Aujourd'hui, le Butō est une constellation de pratiques : Sankai Juku porte le mouvement sur les scènes internationales avec ses spectacles rituels ; Min Tanaka développe la « body weather » dans les rizières ; Ko Murobushi explore le corps métamorphosé. Ce n'est plus une école, mais une manière radicale de questionner ce qu'est le corps, ce que la scène expose, ce que la lenteur révèle. Beaucoup de chorégraphes contemporains — Pina Bausch, Anne Teresa De Keersmaeker, Boris Charmatz — reconnaissent leur dette envers cette danse née des cendres.
Comment ça se danse
La technique & les figures
Le Butō ne se transmet pas comme une technique classique. On n'apprend pas des figures, on entre dans des « états de corps ». Le danseur travaille par images (butō-fu, les « notations butō ») que lui donne le maître : « Tu es une feuille morte », « Ton corps est traversé par une rivière de poussière », « Un insecte grimpe le long de ta colonne ». La lenteur est extrême, la conscience du poids maximale, chaque articulation devient un événement. C'est un art de la métamorphose.

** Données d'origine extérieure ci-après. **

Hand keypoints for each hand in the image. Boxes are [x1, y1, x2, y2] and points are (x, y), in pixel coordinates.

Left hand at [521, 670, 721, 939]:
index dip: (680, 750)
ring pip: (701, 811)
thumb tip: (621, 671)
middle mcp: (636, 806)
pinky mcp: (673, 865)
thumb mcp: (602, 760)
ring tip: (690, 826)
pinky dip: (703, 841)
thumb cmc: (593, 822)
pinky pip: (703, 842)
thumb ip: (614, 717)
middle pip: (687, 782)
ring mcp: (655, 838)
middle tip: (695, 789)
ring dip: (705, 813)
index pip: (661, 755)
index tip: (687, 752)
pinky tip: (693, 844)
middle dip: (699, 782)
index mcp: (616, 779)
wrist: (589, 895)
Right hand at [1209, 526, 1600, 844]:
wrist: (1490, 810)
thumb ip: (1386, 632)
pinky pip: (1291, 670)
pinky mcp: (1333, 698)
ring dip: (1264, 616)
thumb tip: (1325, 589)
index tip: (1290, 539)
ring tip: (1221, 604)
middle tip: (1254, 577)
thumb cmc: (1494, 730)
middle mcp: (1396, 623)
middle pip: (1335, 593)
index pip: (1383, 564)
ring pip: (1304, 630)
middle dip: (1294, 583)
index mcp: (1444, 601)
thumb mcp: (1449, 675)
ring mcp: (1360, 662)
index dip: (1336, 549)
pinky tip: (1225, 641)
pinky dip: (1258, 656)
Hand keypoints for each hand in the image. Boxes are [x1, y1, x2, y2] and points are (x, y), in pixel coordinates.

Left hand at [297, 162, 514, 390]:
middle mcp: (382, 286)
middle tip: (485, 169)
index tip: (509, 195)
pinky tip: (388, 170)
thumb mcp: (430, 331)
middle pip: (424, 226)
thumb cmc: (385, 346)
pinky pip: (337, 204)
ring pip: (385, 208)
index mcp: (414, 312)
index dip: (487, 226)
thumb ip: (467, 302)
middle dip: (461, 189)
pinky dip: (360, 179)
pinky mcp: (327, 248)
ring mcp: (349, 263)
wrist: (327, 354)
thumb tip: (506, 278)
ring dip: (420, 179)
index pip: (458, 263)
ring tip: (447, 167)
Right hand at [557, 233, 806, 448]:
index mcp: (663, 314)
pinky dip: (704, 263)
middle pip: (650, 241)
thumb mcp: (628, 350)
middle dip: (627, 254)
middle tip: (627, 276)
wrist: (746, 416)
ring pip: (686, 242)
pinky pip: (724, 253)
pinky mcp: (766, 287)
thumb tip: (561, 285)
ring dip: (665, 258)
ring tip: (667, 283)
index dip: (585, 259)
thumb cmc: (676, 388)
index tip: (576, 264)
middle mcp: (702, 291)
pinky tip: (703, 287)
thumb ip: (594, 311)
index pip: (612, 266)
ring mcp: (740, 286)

Les styles et les fondamentaux
Deux lignées principales se distinguent. La lignée Hijikata (Tōhoku kabuki, Ankoku Butō — « danse des ténèbres ») est plus torturée, ancrée dans le paysage rural du nord du Japon, avec un vocabulaire codifié de postures grotesques (le corps tordu, les pieds tournés vers l'intérieur, le bassin bas). La lignée Ohno est plus lyrique, ouverte à l'improvisation totale, tournée vers la mémoire, la maternité, la mort et l'amour. La plupart des danseurs actuels puisent aux deux sources.
Figures principales
- 01
Ma (間) — l'intervalle
Concept japonais fondamental : l'espace et le temps entre deux gestes. Le Butō y installe des suspensions qui semblent interminables, où « rien » se passe — mais tout arrive.
- 02
Suriashi (marche glissée)
Marche empruntée au (Nô), pieds à peine décollés du sol, bassin bas. Elle devient en Butō une marche de fantôme, extrêmement lente, presque immobile.
- 03
Corps de boue (Doro no karada)
Image travaillée par Hijikata : le corps ne bouge pas avec ses muscles, mais avec sa boue, sa mémoire, ses ancêtres. La chair devient lourde, poreuse, habitée.
- 04
O-kata (postures grotesques)
Postures codifiées héritées de Hijikata : pieds tournés en dedans, genoux fléchis, bassin bas, colonne courbée, doigts crispés. Elles dessinent un corps délibérément « laid ».
- 05
Butō-fu (notation par images)
Consignes poétiques données au danseur avant l'entrée en scène. Chez Hijikata, elles pouvaient couvrir des cahiers entiers, avec des dessins et des références à la peinture (Bacon, Bellmer).
- 06
Métamorphose
Passage progressif d'un état à un autre — homme à femme, vivant à mort, humain à animal — sans transition brusque. C'est le geste central du Butō.
- 07
Résistance immobile
Le danseur tient une posture au bord de la chute, dans une tension musculaire minimale mais totale. Le mouvement s'entend sans qu'il ne se voie.
Lire la musique
Le Butō peut se danser dans le silence total, avec un simple souffle, ou sur des compositions denses. Toshi Ichiyanagi, Toru Takemitsu, Tangerine Dream ont écrit pour lui ; on entend aussi du gagaku (musique de cour japonaise), de l'ambient, du bruit, du tango — Ohno dansait sur Puccini et Bach. La musique n'accompagne pas le mouvement : elle est un autre paysage, parallèle.